(Beginning of DATASET EXTRACT)
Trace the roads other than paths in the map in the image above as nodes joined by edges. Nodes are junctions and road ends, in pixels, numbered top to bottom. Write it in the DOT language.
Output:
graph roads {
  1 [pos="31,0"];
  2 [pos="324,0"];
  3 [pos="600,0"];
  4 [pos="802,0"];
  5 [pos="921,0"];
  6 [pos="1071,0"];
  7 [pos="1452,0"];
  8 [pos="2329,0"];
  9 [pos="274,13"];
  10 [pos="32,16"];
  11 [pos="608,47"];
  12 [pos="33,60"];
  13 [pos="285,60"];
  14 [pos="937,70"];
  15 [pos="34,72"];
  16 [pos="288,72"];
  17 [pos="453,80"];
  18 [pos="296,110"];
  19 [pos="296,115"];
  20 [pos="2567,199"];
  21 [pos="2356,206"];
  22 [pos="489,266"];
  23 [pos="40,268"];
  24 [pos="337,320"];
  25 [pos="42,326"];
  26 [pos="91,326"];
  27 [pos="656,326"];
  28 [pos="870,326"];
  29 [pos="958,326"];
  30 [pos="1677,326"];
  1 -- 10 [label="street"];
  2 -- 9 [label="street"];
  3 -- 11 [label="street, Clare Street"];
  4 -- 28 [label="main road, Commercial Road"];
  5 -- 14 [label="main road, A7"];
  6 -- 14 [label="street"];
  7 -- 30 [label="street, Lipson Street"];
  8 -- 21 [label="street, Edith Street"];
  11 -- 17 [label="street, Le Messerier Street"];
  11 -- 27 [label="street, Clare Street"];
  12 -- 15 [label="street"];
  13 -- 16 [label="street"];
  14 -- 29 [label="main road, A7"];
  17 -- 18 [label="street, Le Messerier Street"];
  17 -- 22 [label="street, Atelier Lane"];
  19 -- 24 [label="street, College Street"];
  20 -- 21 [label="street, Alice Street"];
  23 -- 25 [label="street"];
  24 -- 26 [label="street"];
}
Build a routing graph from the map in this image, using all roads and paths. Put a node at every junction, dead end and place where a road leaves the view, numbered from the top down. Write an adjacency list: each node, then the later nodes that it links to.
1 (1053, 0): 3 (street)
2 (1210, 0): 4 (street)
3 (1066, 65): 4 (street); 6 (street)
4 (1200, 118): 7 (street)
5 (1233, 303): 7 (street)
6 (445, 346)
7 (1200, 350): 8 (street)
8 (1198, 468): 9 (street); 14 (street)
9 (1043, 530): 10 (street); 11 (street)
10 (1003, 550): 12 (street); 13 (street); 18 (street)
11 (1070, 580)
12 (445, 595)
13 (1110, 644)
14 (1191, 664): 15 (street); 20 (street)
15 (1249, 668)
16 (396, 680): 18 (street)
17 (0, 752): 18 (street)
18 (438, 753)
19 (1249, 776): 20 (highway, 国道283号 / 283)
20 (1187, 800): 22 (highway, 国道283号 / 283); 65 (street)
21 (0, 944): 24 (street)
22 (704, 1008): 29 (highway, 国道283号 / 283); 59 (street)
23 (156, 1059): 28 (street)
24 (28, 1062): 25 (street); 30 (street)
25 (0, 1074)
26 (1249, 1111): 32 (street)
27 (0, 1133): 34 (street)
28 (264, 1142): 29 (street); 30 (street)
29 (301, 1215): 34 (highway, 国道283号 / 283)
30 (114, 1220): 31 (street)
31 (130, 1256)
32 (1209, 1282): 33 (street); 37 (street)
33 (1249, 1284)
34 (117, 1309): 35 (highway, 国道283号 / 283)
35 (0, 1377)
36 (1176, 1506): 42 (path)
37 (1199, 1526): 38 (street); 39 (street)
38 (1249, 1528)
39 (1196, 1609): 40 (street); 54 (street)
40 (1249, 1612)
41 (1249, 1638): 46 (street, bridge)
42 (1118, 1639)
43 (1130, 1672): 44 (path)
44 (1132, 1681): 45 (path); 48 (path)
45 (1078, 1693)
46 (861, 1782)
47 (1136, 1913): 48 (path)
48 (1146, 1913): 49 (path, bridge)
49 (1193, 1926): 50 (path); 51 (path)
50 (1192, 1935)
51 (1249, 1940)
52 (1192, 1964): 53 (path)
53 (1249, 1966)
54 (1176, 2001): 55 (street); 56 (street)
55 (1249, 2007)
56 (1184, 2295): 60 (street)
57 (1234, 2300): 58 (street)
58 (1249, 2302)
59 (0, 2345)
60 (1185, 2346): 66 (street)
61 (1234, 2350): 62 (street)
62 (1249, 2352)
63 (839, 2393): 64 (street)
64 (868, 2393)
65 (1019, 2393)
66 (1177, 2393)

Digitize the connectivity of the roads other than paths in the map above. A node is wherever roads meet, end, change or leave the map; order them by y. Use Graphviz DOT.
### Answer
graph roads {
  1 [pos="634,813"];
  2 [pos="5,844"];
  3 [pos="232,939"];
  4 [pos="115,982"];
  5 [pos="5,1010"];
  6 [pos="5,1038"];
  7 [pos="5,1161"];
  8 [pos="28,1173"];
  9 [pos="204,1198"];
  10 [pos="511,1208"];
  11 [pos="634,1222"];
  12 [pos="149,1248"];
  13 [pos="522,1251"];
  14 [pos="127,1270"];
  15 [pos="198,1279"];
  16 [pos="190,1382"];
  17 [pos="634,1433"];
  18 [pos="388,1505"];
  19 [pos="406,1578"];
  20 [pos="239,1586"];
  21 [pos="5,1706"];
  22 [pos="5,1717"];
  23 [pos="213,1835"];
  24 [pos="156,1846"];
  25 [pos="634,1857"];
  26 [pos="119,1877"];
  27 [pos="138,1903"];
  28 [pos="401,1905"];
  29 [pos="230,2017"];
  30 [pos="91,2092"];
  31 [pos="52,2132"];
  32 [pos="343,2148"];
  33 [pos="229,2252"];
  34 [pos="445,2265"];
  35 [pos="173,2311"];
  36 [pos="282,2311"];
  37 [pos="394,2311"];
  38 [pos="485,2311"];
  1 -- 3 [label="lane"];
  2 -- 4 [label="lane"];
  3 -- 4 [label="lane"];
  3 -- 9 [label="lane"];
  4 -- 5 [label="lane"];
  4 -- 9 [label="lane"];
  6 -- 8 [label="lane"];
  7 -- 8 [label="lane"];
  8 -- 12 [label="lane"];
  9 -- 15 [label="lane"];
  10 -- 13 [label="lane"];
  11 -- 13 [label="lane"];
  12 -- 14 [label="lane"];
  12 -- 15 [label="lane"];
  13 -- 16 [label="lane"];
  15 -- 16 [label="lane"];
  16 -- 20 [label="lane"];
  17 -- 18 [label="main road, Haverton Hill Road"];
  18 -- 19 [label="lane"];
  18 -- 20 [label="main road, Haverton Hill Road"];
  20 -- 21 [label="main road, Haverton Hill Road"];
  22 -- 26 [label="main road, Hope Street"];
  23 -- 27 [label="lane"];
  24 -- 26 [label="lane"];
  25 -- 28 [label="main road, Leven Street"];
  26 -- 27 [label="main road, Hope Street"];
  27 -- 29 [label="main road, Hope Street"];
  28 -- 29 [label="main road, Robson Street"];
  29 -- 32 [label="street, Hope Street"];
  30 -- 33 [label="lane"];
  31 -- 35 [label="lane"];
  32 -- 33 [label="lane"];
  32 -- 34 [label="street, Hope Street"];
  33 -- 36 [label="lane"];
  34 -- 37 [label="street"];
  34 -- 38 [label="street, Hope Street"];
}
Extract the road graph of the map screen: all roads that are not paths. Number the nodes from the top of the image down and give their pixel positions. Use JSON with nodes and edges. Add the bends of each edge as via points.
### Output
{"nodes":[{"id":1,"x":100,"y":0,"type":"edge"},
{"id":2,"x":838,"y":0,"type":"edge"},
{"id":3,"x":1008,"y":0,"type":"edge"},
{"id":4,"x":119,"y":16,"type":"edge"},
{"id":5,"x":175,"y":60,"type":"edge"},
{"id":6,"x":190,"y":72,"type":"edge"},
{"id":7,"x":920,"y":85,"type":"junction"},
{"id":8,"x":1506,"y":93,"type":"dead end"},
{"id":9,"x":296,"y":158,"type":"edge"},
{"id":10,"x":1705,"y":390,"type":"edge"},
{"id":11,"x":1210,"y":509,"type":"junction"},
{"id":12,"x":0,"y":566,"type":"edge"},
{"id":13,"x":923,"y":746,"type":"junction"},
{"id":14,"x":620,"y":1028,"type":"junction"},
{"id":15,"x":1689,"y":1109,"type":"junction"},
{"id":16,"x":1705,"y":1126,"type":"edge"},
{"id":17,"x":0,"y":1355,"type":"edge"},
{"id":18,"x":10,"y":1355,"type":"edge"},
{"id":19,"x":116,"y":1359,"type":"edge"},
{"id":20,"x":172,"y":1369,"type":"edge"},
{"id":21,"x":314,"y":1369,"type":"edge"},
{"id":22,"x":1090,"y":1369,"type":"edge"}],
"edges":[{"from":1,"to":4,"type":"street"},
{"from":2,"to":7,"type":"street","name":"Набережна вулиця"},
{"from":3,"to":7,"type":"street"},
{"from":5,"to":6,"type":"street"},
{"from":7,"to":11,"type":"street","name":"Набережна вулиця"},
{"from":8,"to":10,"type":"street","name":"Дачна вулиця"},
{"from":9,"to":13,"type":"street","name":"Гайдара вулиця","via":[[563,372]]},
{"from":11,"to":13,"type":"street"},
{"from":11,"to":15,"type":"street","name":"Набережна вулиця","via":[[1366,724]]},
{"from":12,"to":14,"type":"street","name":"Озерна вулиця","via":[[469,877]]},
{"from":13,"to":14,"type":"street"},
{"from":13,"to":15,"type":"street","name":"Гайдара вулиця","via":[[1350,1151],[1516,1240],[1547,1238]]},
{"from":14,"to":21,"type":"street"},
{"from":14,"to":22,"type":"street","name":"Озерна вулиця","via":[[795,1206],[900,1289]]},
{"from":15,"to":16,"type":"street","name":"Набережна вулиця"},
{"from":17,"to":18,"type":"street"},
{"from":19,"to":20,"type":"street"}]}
(End of DATASET EXTRACT)
> WORK REQUIRED: What are the lines above that hold the string "other"? Copy them.

> ANSWER BOX:
Trace the roads other than paths in the map in the image above as nodes joined by edges. Nodes are junctions and road ends, in pixels, numbered top to bottom. Write it in the DOT language.
Digitize the connectivity of the roads other than paths in the map above. A node is wherever roads meet, end, change or leave the map; order them by y. Use Graphviz DOT.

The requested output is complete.